You could... decide not to because you couldn't give a fuck? Always an option, just like shooting your pathetic DH.

Look OP, you're beginning to look like you want an argument, or want your martyrdom badge. Loads of people on here are saying yep fuck em, do what you want, they're rude so you owe them nothing. You're ignoring those posts. But the few posters who might suggest that you should host, you're all over it, why should I etc.

Why don't you look at all the posts saying fuck em, and reply something like 'You're right! I will! And I'll feel so much better!'

Sb74 · 21/06/2019 17:56

Not read it all but of course you should offer lunch. They may not want it but you should offer at least. You’re making a big deal out of nothing.

EllenMP · 21/06/2019 17:58

Yes, you need to give them lunch if they come at 12. If you don't want to feed them, say you are taking the children out somewhere in the morning and ask them to come at 2. If they come 2-5 you are off the lunch hook -- though you will still need to supply tea and biscuits! It's nice they want to spend time with their GCs.

Tistheseason17 · 21/06/2019 18:07

Either make them lunch or message them and advise you will be out and should be home by 2pm at which point you will meet them. Or suggest meeting them when you are out

You can say this - you are a grown up.

TigerTooth · 21/06/2019 18:20

Just open a pot of soup and make a sandwich. I don’t think that any time would be good for you op as you just don’t like them.
They shouldn’t be expected to be hands-on but they’d like to see their grandchild - it’s called family. YABU and a big mean.

jumpingthroughpuddles · 21/06/2019 18:29

I spent the worst 3 nights of my life in a burns unit with my 9mo who grabbed a cup of coffee that was in a side table. There were 2 adults in the room and they took their eyes off him for a matter of seconds.

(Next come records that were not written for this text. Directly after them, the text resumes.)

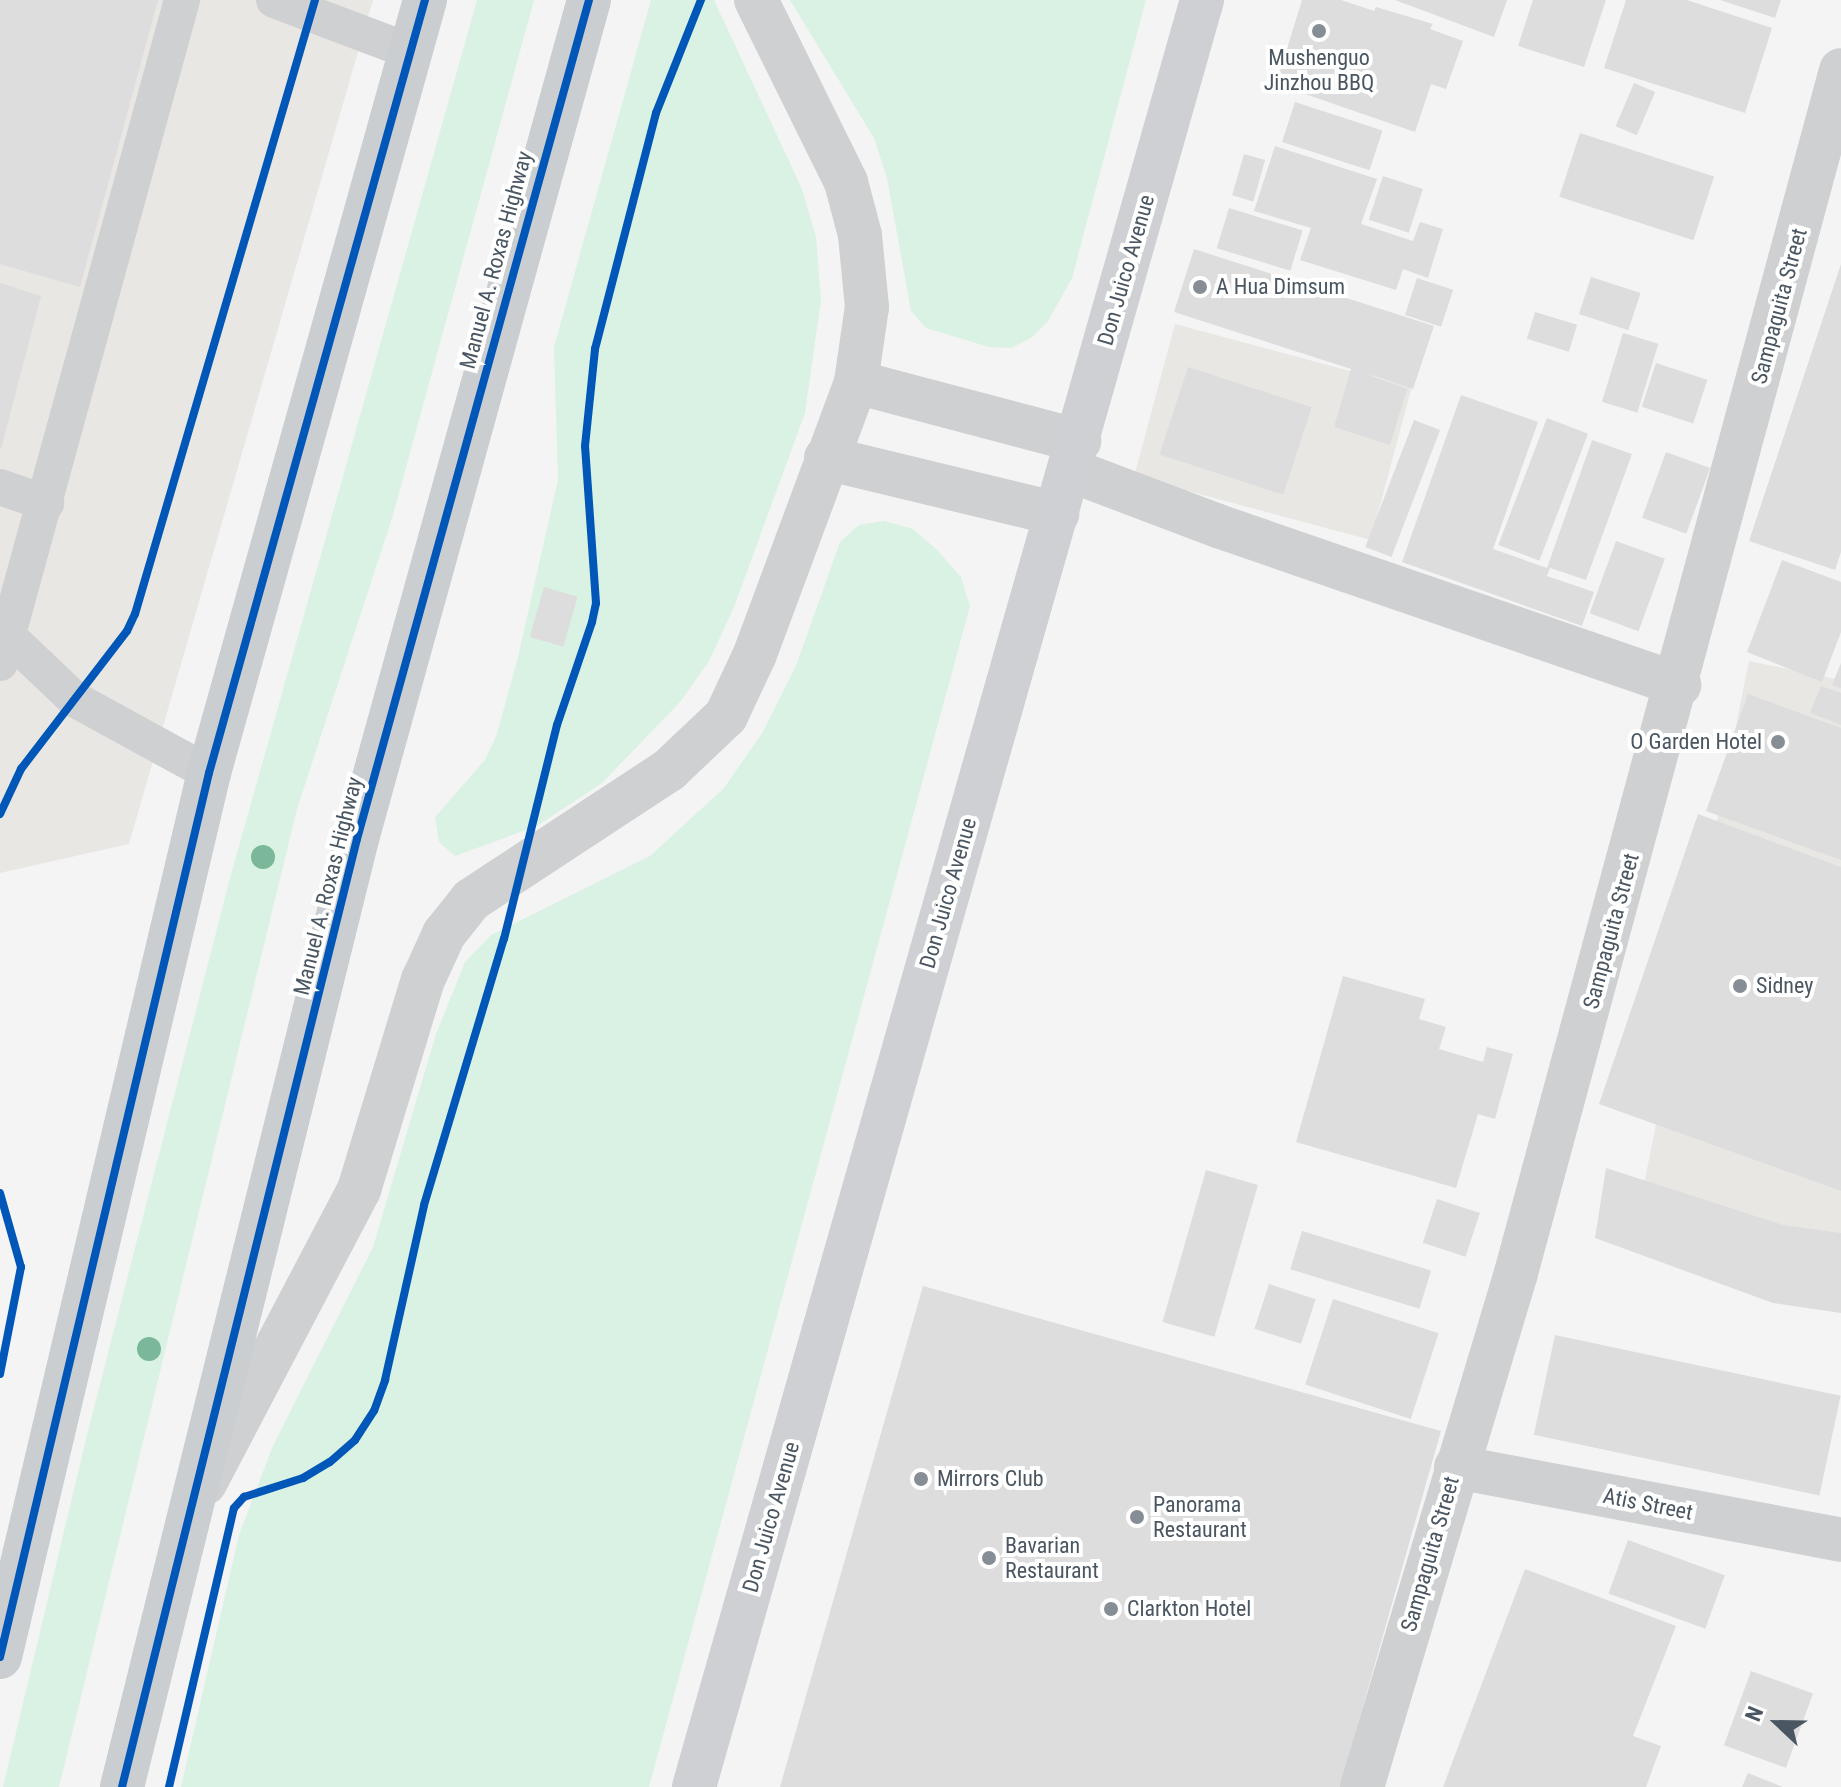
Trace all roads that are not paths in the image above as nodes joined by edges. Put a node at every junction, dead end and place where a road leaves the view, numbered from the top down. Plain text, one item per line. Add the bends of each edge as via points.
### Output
1 (182, 0) edge
2 (274, 0) edge
3 (425, 0) edge
4 (589, 0) edge
5 (756, 0) edge
6 (1202, 0) edge
7 (409, 51) junction
8 (1841, 70) edge
9 (856, 382) junction
10 (1074, 455) junction
11 (826, 458) junction
12 (0, 487) edge
13 (46, 503) junction
14 (1057, 514) junction
15 (4, 650) edge
16 (1679, 685) junction
17 (209, 773) junction
18 (1456, 1467) junction
19 (197, 1499) junction
20 (1841, 1540) edge
21 (0, 1657) edge
22 (122, 1787) edge
23 (694, 1787) edge
24 (1362, 1787) edge

1 - 13 lane
2 - 7 lane
3 - 7 main road
4 - 19 main road, Manuel A. Roxas Highway via 357,839
5 - 9 street via 850,196 867,307
6 - 10 main road, Don Juico Avenue
7 - 17 main road
8 - 16 street, Sampaguita Street
9 - 10 street
9 - 11 street
10 - 14 main road, Don Juico Avenue
10 - 16 street via 1231,531
11 - 14 street
11 - 19 street via 755,654 726,716 669,770 471,900 444,934 423,980 359,1190
12 - 13 lane
13 - 15 lane
14 - 23 main road, Don Juico Avenue
15 - 17 lane via 74,699
16 - 18 street, Sampaguita Street via 1516,1273
17 - 21 main road
18 - 20 street, Atis Street
18 - 24 street, Sampaguita Street
19 - 22 main road, Manuel A. Roxas Highway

It was horrific so I’m a bit shocked by all the blasé responses about the cup of tea!

tiredteddy123 · 21/06/2019 18:38

OP the answer here is quite simple. You don't want FIL and stepMIL coming at lunch time so next time they arrange just tell them lunchtime is no good but you will see them x o'clock.

For what it's worth I wouldn't want anyone inviting themselves round at lunchtime (or any other mealtime). If I want someone to come for a meal I invite them.

Equally when I'm visiting I ask if a particular time is convenient. Expecting to turn up at a particular time and be fed is IMO CF...

1forAll74 · 21/06/2019 18:45

I would not do lunch for them, just ask them to call at the chippie on the way ! I sometimes don't bother with lunch,,but two fishcakes and some chips might be nice one day.

HippyMama90 · 21/06/2019 18:57

Why not?, a few sandwiches a salad and a few picky bits out on the table isn't much more work than a usual lunchtime anyway. I wouldn't go mad and do anything extravagant but a little effort would go along way towards building relationships wether they're expecting it or not.